OVLT Neurons Exhibit Exquisite Osmosensitivity to Elevated NaCl Concentrations

The brain responds to changes in osmolarity through specialized osmosensitive neurons of the organum vasculosum of the lamina terminalis (OVLT). However, prior studies assessed OVLT neuronal responses to supraphysiologic changes in osmolarity (~5 ‐ 15%). Therefore, this study aimed to establish that OVLT neurons are sensitive to physiologic 5 ‐ 10mOsm elevations (~1.5 ‐ 3.5%) in bath NaCl using whole‐cell recordings of adult OVLT neurons in slices. We measured changes in action potential (AP) discharge frequency to 5 mOsm increases in NaCl. 56% of OVLT neurons (9/16) were osmosensitive as defined by a 25% increase in discharge frequency. Osmosensitive neurons' (n = 9) peak AP discharge increased significantly from a 295 mOsm baseline (0.88±0.25 Hz) by 154% to 300 mOsm (1.66±0.33 Hz; p < 0.05) and by 252% to 305 mOsm (1.97±0.34 Hz; p < 0.05) stimuli.
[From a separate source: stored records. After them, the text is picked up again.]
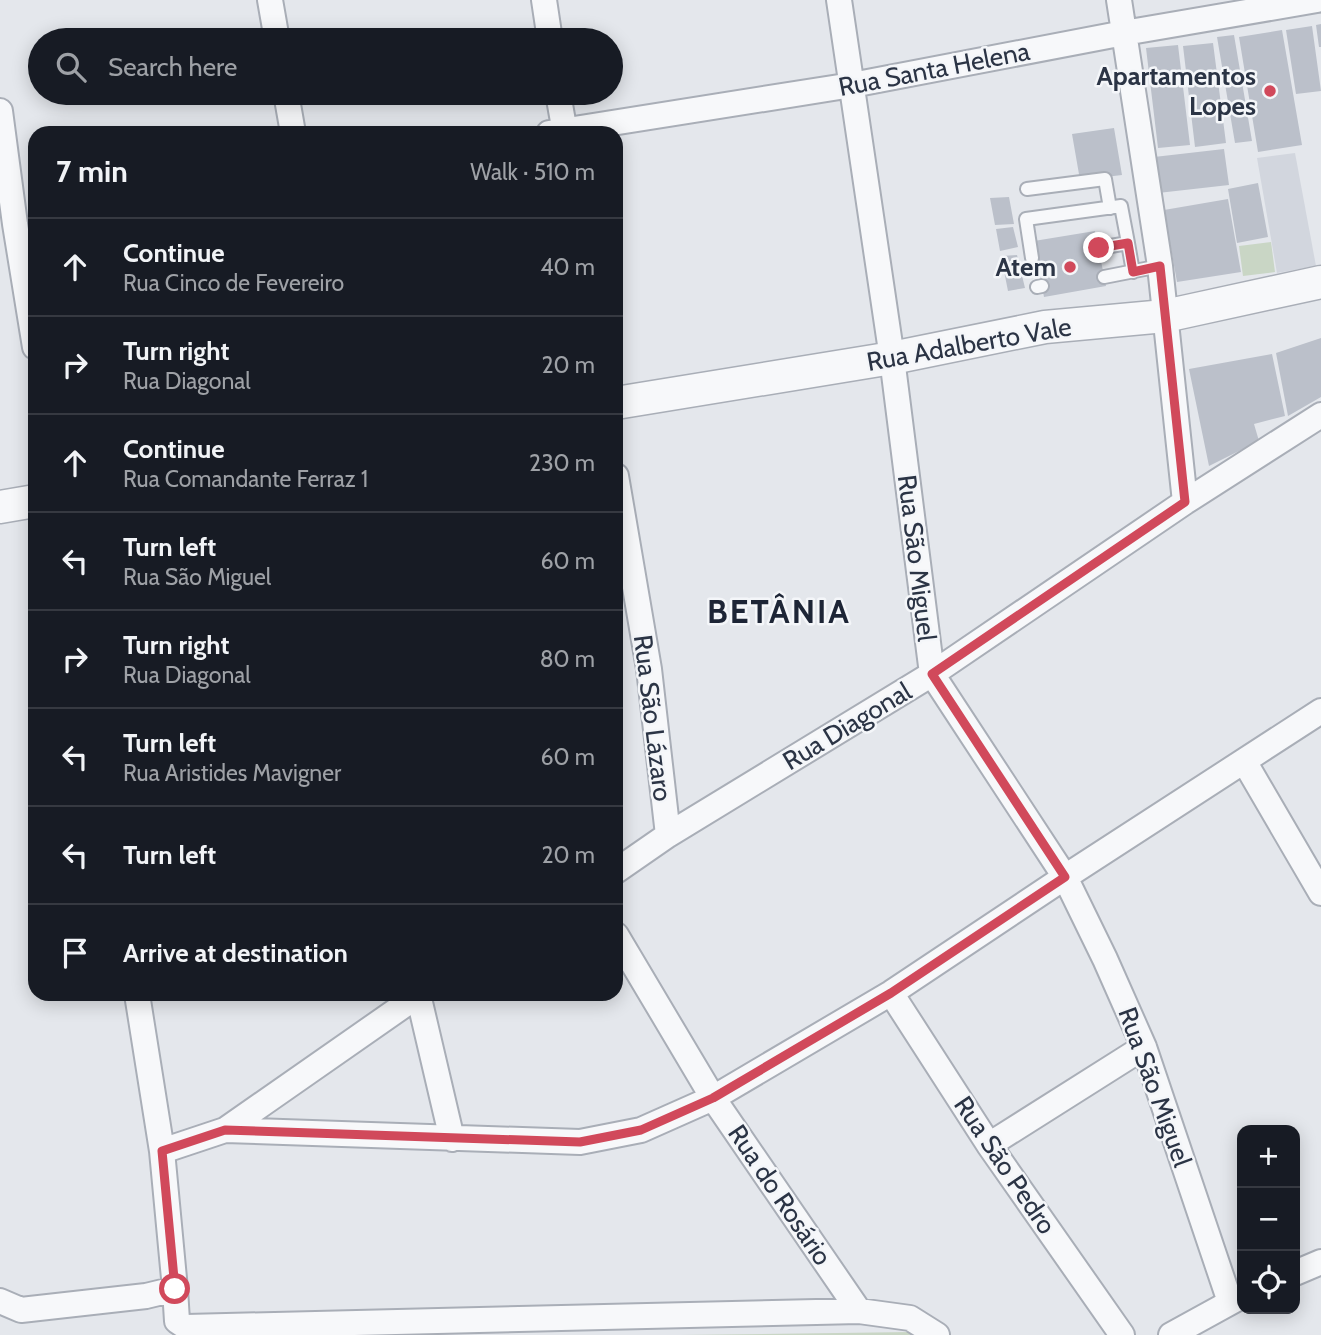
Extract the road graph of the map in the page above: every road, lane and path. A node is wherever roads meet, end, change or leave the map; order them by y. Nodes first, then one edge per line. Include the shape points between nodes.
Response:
1 (270, 0) edge
2 (544, 0) edge
3 (839, 0) edge
4 (1119, 0) edge
5 (1317, 0) edge
6 (275, 28) edge
7 (548, 28) edge
8 (1124, 33) junction
9 (852, 85) junction
10 (288, 105) edge
11 (558, 105) edge
12 (0, 111) edge
13 (292, 126) edge
14 (559, 126) edge
15 (596, 126) edge
16 (1027, 189) dead end
17 (1110, 208) junction
18 (17, 224) edge
19 (1128, 243) junction
20 (1099, 248) dead end
21 (1032, 258) dead end
22 (1160, 266) junction
23 (1133, 272) junction
24 (1104, 277) dead end
25 (1321, 282) edge
26 (28, 299) edge
27 (1165, 316) junction
28 (892, 358) junction
29 (623, 402) edge
30 (1321, 415) edge
31 (1185, 502) junction
32 (28, 503) edge
33 (0, 507) edge
34 (623, 517) edge
35 (932, 674) junction
36 (1321, 711) edge
37 (1244, 761) junction
38 (668, 835) junction
39 (623, 866) edge
40 (1065, 877) junction
41 (1321, 893) edge
42 (623, 947) edge
43 (891, 993) junction
44 (138, 1001) edge
45 (409, 1001) edge
46 (421, 1001) edge
47 (1144, 1048) junction
48 (713, 1098) junction
49 (225, 1130) junction
50 (453, 1139) junction
51 (989, 1145) junction
52 (162, 1151) junction
53 (1321, 1262) edge
54 (1300, 1271) edge
55 (175, 1289) junction
56 (1236, 1299) edge
57 (0, 1301) edge
58 (859, 1311) junction
59 (937, 1335) edge
60 (1122, 1335) edge
61 (1171, 1335) edge

1 - 6 street
2 - 7 street
3 - 9 street, Rua São Miguel
4 - 8 street
5 - 8 street, Rua Santa Helena
8 - 9 street, Rua Santa Helena
8 - 22 street
9 - 15 street, Rua Santa Helena
9 - 28 street, Rua São Miguel
10 - 13 street
11 - 14 street
12 - 18 street
16 - 17 lane via 1105,179
17 - 19 lane via 1121,206
17 - 21 lane via 1026,219
18 - 26 street
19 - 20 lane
19 - 23 lane
22 - 23 lane
22 - 27 street
23 - 24 lane
25 - 27 street, Rua Adalberto Vale
27 - 28 street, Rua Adalberto Vale via 1045,327
27 - 31 street
28 - 29 street, Rua Adalberto Vale
28 - 35 street, Rua São Miguel
30 - 31 street, Rua Diagonal
31 - 35 street, Rua Diagonal
32 - 33 street
34 - 38 street, Rua São Lázaro via 649,669
35 - 38 street, Rua Diagonal
35 - 40 street, Rua São Miguel
36 - 37 street
37 - 40 street
37 - 41 street
38 - 39 street, Rua Diagonal
40 - 43 street
40 - 47 street, Rua São Miguel
42 - 48 street, Rua do Rosário
43 - 48 street
43 - 51 street, Rua São Pedro
44 - 52 street
45 - 49 street
46 - 50 street
47 - 51 street
47 - 56 street, Rua São Miguel
48 - 50 street via 641,1130 580,1142
48 - 58 street, Rua do Rosário
49 - 50 street
49 - 52 street
51 - 60 street, Rua São Pedro
52 - 55 street
53 - 54 street
55 - 57 street via 21,1310
55 - 58 street via 177,1321 186,1327
56 - 61 street
58 - 59 street via 911,1318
Conversely, non‐osmosensitive neurons' (n = 7) peak AP discharge did not significantly change from a 295 mOsm baseline (0.51±0.16 Hz) to 300 mOsm (0.73±0.24 Hz) and 305 mOsm (0.57±0.22 Hz) stimuli (p > 0.05). Linear regression analysis showed that osmosensitive neurons exhibited concentration‐dependent increases in discharge frequency to hyperosmotic challenges (r 2 = 0.284), but non‐osmosensitive neurons did not (r 2 = 0.00374). Still, osmosensitive and non‐osmosensitive neurons did not differ with regard to input resistance, AP threshold, AP duration, afterhyperpolarization magnitude or repolarization rate. These data demonstrate, for the first time, that OVLT neurons exhibit exquisite sensitivity to 1‐3% increases in osmolarity, and may initiate homeostasis to physiologic elevations in circulating sodium.